I am not interested in copying existing bad design. Note that the Arm code uses intrinsics. I don't want to use RVV intrinsics especially just for this. And x86 only has MMX.

>Can't you do the same for riscv?

Sure, RV can address fixed offsets up to +/-2 KiB. If someone *else* adds a assembler-friendly header file that defines the offsets to the relevant context fields, and rewrites the checkasm code to match, that is.

> Is there anything preventing you from accessing fields at specific offsets within MpegEncContext?
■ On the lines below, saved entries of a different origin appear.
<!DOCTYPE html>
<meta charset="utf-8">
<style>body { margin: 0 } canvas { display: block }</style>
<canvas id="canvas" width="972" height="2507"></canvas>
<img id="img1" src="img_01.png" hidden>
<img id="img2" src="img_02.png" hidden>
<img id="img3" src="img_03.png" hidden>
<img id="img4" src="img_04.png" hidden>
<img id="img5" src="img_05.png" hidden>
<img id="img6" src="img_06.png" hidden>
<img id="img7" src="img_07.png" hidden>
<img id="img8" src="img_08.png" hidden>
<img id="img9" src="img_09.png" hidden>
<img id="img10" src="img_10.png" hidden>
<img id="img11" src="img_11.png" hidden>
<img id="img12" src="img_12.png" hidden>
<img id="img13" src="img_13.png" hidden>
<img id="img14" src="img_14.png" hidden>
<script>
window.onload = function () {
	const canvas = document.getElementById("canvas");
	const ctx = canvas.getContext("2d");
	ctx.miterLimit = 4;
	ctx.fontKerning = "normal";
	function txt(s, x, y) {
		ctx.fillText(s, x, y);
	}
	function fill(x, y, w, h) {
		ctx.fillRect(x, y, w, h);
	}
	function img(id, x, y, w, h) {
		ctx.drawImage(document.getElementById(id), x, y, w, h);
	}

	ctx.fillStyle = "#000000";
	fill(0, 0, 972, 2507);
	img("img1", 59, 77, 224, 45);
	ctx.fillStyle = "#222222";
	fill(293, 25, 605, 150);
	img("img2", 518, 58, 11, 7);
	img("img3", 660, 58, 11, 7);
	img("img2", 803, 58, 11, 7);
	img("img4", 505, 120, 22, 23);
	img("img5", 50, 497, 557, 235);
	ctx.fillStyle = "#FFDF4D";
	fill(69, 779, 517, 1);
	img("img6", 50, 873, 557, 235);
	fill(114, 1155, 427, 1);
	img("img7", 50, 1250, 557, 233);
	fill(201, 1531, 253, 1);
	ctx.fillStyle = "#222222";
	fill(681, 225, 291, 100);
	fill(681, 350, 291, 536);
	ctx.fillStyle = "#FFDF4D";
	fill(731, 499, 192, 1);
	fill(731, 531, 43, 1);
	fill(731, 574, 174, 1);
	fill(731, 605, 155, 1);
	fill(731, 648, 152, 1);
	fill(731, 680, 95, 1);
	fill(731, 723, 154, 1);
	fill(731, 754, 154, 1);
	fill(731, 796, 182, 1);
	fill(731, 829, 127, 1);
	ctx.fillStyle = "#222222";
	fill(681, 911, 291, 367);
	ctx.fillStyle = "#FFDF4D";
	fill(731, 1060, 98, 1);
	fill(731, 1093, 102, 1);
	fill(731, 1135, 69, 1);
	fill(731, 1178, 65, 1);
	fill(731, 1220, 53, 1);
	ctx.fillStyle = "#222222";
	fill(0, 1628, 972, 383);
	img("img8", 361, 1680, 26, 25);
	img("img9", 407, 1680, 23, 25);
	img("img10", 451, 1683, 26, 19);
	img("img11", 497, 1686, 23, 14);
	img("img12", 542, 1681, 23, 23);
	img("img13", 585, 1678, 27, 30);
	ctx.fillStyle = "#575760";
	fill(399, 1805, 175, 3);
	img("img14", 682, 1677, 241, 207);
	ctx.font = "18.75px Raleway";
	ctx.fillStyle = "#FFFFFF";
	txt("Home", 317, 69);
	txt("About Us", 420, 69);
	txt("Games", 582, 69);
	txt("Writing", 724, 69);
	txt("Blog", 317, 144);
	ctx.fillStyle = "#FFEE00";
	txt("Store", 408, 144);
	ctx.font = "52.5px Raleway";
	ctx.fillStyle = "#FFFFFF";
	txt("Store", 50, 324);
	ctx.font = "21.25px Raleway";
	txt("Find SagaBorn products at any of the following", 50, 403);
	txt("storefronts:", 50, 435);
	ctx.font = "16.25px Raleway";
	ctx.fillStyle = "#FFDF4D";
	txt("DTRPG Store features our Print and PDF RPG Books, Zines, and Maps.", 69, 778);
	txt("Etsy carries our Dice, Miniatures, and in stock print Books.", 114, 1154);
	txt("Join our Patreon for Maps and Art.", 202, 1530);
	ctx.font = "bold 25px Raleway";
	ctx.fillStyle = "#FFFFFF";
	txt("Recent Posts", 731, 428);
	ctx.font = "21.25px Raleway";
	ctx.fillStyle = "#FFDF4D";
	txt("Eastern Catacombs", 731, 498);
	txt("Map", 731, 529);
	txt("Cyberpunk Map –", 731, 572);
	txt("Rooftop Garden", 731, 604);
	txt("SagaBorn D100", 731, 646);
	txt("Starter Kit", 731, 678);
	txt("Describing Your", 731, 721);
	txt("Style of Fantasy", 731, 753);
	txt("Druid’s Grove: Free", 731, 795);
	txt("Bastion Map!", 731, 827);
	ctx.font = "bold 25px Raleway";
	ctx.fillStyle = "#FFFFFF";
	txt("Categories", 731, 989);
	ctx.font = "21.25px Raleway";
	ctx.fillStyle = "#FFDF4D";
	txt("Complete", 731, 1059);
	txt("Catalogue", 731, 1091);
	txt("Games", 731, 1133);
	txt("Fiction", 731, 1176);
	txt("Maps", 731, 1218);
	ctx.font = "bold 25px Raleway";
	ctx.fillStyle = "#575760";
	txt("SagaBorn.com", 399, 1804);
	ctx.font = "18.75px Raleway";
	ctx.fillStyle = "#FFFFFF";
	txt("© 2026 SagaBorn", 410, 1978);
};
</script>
My strong belief that that would be technically wrong, yes.
Rémi Denis-Courmont June 14, 2024, 3:11 p.m. UTC | #3
Le perjantaina 14. kesäkuuta 2024, 17.45.50 EEST Rémi Denis-Courmont a écrit :
> And x86 only has MMX.

And the x86 code uses inline assembler. That's not viable on any ISA with sane 
conventions such as Arm or RISC-V. The compiler will reject our vector 
clobbers, unless the Vector extension is included in the compilation target. 
But then that breaks run-time detection, and will be rejected by all Linux 
distros.
James Almer June 14, 2024, 3:41 p.m. UTC | #4
On 6/14/2024 12:11 PM, Rémi Denis-Courmont wrote:
> Le perjantaina 14. kesäkuuta 2024, 17.45.50 EEST Rémi Denis-Courmont a écrit :
>> And x86 only has MMX.
> 
> And the x86 code uses inline assembler. That's not viable on any ISA with sane
> conventions such as Arm or RISC-V. The compiler will reject our vector
> clobbers, unless the Vector extension is included in the compilation target.
> But then that breaks run-time detection, and will be rejected by all Linux
> distros.

I was thinking on removing that inline version and probably replacing it 
with sse2, using the dsp prototypes you introduce in this set.
Rémi Denis-Courmont June 14, 2024, 7:03 p.m. UTC | #5
Le perjantaina 14. kesäkuuta 2024, 18.41.48 EEST James Almer a écrit :
> On 6/14/2024 12:11 PM, Rémi Denis-Courmont wrote:
> > Le perjantaina 14. kesäkuuta 2024, 17.45.50 EEST Rémi Denis-Courmont a 
écrit :
> >> And x86 only has MMX.
> > 
> > And the x86 code uses inline assembler. That's not viable on any ISA with
> > sane conventions such as Arm or RISC-V. The compiler will reject our
> > vector clobbers, unless the Vector extension is included in the
> > compilation target. But then that breaks run-time detection, and will be
> > rejected by all Linux distros.
> 
> I was thinking on removing that inline version and probably replacing it
> with sse2, using the dsp prototypes you introduce in this set.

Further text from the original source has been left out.